* [RECORD SET]:
───

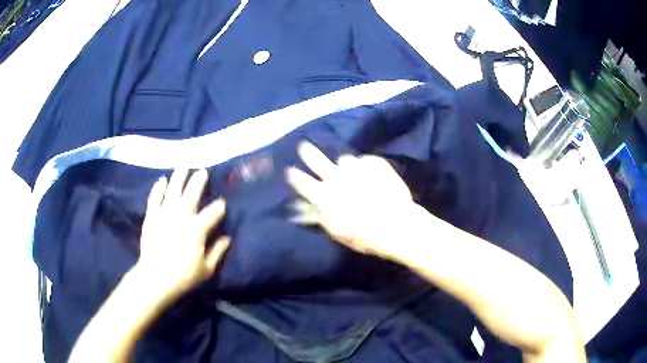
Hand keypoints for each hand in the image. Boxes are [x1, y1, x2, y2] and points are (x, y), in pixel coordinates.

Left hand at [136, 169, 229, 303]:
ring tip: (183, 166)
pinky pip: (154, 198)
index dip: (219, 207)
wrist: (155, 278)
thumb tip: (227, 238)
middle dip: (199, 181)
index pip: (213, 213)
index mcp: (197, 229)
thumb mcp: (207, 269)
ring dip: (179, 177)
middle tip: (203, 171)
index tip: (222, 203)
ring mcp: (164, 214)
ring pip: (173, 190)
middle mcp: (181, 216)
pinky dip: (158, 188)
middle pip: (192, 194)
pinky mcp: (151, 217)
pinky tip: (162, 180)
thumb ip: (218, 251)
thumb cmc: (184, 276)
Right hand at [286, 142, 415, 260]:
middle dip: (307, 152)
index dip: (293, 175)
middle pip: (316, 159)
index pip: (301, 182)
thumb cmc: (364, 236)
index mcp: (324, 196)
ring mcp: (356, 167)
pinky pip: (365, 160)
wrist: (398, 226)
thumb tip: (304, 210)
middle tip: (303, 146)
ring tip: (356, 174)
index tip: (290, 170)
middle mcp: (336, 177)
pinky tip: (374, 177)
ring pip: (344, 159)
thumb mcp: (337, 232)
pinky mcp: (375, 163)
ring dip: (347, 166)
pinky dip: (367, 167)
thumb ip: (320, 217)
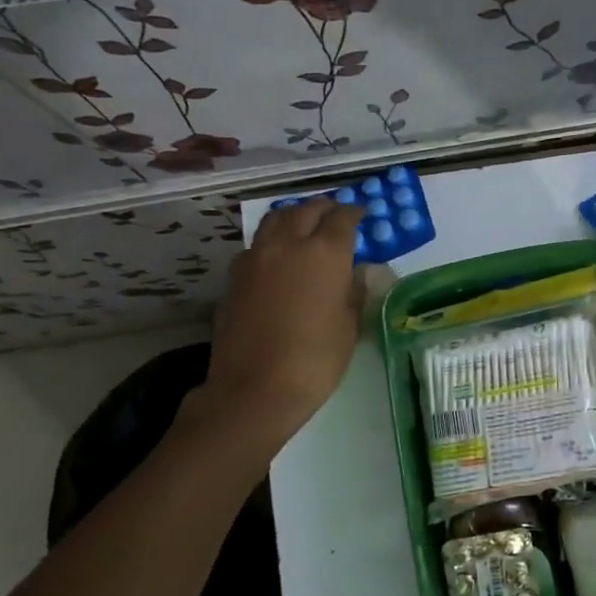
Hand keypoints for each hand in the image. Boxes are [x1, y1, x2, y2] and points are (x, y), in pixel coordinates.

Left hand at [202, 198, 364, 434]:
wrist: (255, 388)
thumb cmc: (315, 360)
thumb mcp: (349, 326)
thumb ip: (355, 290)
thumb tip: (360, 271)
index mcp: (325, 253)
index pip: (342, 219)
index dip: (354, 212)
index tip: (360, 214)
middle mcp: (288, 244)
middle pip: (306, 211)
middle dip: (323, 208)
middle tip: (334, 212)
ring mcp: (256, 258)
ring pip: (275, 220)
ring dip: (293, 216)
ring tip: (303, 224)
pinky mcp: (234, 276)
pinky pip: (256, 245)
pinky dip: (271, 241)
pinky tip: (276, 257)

───

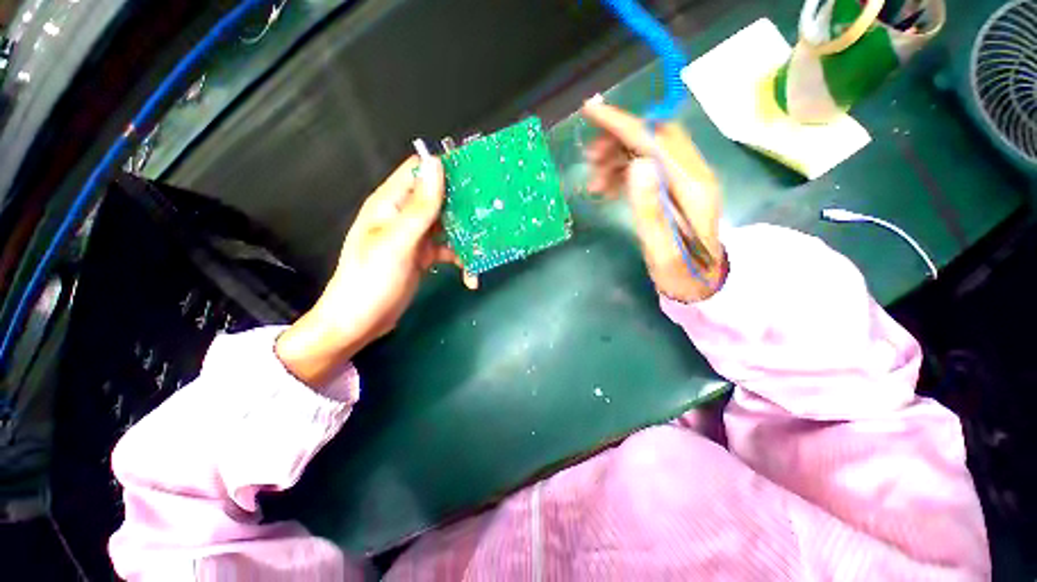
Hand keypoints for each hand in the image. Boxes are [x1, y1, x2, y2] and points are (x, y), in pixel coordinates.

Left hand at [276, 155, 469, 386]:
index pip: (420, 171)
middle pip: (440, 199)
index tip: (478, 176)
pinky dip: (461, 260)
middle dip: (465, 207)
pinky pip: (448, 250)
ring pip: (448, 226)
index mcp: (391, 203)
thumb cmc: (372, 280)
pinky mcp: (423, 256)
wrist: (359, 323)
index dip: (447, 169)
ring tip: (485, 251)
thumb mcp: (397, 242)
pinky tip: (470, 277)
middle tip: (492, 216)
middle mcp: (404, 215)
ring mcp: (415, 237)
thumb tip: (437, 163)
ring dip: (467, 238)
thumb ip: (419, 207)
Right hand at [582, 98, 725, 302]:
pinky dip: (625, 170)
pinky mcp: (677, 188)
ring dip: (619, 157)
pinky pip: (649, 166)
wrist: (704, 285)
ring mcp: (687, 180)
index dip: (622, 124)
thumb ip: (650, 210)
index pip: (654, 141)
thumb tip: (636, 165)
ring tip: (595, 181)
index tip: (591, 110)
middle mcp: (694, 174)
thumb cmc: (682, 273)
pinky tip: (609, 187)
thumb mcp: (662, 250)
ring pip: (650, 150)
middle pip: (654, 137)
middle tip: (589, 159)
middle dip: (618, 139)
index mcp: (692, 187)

───

* [ACTIVITY]: Find the line with "thumb cmc: (364, 236)" in the entries above. Set down exactly every line from it up to and including the line with "pinky tip: (276, 257)", images excluded.

* [PROBLEM SOLUTION]:
thumb cmc: (364, 236)
index mcp: (324, 196)
ring mcp: (356, 167)
pinky pip: (365, 160)
wrist: (398, 226)
thumb tip: (304, 210)
middle tip: (303, 146)
ring tip: (356, 174)
index tip: (290, 170)
middle mcp: (336, 177)
pinky tip: (374, 177)
ring pip: (344, 159)
thumb mcp: (337, 232)
pinky mcp: (375, 163)
ring dip: (347, 166)
pinky dip: (367, 167)
thumb ip: (320, 217)
Hand keypoints for each hand in the image. Boxes are [x1, y1, x2, y2] and points are (x, y), in pixel coordinates.

Left hand at [202, 198, 364, 434]:
wrist: (255, 388)
thumb cmc: (315, 360)
thumb mcp: (349, 326)
thumb ip: (355, 290)
thumb tip: (360, 271)
index mcp: (325, 253)
index pip: (342, 219)
index dip: (354, 212)
index tip: (360, 214)
middle mcp: (288, 244)
middle pip: (306, 211)
middle dip: (323, 208)
middle tip: (334, 212)
ring mcp: (256, 258)
ring pip: (275, 220)
ring dip: (293, 216)
ring tip: (303, 224)
pinky mcp: (234, 276)
pinky pip: (256, 245)
pinky dip: (271, 241)
pinky tip: (276, 257)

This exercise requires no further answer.